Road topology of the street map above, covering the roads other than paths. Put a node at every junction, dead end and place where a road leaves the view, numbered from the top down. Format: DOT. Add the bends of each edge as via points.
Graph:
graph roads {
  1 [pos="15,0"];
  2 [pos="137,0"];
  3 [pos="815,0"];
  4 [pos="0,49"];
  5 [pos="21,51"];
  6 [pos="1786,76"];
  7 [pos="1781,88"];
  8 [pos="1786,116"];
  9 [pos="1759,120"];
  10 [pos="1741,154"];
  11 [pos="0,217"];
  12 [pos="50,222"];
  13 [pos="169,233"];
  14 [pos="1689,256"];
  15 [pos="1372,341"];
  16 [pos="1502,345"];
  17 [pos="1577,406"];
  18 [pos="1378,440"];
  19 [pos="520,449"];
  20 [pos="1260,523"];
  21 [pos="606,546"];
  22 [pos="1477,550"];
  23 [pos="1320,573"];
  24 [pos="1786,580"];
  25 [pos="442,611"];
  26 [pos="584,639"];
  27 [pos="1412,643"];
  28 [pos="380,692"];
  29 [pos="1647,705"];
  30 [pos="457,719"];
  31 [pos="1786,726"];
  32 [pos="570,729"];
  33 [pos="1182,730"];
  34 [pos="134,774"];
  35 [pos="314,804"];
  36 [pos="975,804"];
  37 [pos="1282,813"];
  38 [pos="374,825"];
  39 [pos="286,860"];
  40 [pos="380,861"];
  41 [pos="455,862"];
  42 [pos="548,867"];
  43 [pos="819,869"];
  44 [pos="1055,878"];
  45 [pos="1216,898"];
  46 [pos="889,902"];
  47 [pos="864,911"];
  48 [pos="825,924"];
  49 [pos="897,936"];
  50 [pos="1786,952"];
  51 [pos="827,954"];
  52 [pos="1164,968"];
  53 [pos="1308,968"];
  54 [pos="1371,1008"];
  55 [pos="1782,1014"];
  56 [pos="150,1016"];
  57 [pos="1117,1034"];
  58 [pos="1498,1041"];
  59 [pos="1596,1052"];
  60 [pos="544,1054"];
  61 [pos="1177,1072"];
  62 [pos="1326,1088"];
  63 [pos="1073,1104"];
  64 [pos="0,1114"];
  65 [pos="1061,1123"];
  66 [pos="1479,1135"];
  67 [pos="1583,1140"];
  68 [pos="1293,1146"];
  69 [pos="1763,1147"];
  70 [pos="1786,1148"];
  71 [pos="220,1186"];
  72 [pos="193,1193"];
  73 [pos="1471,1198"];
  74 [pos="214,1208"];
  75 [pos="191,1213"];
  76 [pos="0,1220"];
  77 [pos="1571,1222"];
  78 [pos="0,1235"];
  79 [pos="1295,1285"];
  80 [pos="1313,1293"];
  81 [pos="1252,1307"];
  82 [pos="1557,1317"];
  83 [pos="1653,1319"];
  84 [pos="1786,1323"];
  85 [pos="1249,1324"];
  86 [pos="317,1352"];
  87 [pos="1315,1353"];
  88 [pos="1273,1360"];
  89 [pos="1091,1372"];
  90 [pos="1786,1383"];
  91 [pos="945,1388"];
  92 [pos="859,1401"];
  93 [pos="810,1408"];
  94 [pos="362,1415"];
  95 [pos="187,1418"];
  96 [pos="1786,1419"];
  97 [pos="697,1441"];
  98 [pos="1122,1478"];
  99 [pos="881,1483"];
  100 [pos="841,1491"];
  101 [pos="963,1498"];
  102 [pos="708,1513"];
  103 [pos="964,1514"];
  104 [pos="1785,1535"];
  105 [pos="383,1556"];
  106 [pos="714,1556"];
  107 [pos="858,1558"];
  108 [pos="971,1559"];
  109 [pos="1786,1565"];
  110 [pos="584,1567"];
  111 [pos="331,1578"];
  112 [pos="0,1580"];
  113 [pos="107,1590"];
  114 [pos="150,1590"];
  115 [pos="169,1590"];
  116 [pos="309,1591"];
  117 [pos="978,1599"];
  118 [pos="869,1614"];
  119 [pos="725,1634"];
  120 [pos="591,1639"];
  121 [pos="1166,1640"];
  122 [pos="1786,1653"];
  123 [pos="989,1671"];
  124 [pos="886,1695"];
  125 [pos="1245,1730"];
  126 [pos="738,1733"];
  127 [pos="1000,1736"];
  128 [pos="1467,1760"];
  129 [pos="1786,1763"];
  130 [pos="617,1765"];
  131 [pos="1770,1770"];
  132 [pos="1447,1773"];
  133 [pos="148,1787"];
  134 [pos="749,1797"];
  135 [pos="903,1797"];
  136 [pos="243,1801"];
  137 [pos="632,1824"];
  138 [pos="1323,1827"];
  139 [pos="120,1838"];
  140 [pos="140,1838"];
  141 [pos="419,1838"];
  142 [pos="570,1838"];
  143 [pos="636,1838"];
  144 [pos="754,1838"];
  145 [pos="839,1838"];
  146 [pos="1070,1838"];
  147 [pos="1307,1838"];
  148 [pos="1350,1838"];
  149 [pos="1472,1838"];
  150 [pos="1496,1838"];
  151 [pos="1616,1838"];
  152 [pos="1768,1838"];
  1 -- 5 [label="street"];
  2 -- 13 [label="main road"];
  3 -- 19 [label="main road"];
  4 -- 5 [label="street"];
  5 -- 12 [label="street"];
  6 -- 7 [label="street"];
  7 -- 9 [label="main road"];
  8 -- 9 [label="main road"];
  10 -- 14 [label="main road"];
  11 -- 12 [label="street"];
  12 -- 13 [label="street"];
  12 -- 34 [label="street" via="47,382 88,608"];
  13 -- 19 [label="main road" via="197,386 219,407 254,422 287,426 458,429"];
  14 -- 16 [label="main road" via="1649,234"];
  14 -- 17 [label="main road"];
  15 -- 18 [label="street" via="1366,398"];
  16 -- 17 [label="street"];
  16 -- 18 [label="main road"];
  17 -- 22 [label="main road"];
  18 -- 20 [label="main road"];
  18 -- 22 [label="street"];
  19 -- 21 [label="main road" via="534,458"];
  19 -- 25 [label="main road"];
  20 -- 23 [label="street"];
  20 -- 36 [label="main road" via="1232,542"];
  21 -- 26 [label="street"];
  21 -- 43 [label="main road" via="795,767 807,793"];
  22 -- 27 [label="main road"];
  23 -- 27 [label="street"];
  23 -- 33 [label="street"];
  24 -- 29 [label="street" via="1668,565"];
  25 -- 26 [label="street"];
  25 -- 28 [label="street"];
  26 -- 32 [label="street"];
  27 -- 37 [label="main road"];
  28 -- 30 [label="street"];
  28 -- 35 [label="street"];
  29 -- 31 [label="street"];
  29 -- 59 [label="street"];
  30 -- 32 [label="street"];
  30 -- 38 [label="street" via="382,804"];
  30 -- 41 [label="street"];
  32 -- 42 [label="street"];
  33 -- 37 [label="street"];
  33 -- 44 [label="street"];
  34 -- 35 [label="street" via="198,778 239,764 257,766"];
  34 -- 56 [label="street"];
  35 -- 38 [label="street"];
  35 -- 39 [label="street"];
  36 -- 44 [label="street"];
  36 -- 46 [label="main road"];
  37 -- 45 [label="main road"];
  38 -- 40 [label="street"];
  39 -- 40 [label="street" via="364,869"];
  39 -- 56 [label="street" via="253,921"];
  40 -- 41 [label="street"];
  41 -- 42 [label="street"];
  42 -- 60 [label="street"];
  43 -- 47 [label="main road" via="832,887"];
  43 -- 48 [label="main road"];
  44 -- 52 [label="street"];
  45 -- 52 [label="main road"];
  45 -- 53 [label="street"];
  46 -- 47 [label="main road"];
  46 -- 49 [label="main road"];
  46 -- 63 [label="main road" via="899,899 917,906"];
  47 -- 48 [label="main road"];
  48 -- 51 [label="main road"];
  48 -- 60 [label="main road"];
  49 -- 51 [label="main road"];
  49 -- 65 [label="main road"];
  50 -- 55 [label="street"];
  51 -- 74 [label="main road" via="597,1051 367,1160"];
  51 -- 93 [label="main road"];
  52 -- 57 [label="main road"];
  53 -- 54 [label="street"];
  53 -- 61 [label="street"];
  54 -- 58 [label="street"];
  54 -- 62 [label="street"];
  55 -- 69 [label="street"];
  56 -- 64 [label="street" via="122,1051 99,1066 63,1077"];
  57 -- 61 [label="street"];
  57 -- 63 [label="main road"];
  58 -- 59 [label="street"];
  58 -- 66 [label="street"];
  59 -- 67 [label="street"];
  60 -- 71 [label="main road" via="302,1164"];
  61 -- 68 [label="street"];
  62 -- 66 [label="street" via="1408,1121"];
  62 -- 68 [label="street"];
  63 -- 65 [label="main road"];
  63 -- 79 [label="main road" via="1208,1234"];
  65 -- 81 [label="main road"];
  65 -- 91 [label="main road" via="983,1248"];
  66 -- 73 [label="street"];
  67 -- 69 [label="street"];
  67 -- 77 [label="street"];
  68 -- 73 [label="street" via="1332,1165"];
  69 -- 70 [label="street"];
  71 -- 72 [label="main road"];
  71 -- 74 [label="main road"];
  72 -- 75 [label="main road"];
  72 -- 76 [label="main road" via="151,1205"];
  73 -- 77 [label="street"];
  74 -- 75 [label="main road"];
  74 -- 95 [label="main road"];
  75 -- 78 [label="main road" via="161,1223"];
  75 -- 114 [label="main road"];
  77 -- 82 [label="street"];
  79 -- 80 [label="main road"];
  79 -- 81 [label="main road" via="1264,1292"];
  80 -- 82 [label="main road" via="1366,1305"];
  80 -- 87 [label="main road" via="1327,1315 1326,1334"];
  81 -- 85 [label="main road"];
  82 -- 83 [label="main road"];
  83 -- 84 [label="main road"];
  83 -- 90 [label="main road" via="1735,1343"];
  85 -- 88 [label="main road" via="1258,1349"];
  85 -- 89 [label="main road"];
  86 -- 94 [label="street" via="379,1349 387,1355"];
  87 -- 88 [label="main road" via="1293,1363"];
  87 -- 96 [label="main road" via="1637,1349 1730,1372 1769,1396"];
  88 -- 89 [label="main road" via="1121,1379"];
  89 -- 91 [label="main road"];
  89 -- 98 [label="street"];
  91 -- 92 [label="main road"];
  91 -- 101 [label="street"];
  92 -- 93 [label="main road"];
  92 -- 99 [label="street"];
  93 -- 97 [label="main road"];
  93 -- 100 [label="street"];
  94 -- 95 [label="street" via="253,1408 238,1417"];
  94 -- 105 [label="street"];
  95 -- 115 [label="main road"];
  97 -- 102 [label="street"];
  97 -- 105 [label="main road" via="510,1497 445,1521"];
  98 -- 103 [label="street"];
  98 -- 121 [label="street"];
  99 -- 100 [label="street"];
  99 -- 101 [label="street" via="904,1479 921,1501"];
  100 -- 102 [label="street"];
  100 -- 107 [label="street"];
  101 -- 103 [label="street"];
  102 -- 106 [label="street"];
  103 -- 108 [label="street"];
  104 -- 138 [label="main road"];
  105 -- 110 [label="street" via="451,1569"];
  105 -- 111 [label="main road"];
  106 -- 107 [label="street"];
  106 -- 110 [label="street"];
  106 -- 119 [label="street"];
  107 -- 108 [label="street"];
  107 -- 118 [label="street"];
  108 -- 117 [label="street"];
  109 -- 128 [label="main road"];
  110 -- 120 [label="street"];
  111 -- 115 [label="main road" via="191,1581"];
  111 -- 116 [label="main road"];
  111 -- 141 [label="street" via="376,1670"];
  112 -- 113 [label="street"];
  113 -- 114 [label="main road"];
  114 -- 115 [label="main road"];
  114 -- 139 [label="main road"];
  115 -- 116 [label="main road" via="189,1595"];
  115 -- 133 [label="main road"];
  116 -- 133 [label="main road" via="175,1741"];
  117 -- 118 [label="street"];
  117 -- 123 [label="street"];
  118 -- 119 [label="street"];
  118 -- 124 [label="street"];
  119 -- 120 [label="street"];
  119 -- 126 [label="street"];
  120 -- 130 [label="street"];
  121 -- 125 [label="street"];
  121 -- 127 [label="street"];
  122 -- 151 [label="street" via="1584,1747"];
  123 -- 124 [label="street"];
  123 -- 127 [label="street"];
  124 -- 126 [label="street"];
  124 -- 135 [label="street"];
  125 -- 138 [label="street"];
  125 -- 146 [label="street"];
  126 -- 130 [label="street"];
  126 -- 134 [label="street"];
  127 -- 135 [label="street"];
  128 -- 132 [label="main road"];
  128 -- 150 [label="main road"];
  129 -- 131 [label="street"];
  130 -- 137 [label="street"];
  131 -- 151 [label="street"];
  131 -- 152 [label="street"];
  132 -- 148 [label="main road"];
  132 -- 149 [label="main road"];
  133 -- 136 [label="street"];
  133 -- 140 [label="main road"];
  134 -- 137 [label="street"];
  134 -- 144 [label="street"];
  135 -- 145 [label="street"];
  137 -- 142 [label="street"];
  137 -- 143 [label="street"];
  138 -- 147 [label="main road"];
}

┄┄┄┄┄┄┄┄┄┄┄┄┄┄┄┄┄┄┄┄

Within the data above, how many lines include the word "roads"? Respond with the number only.

2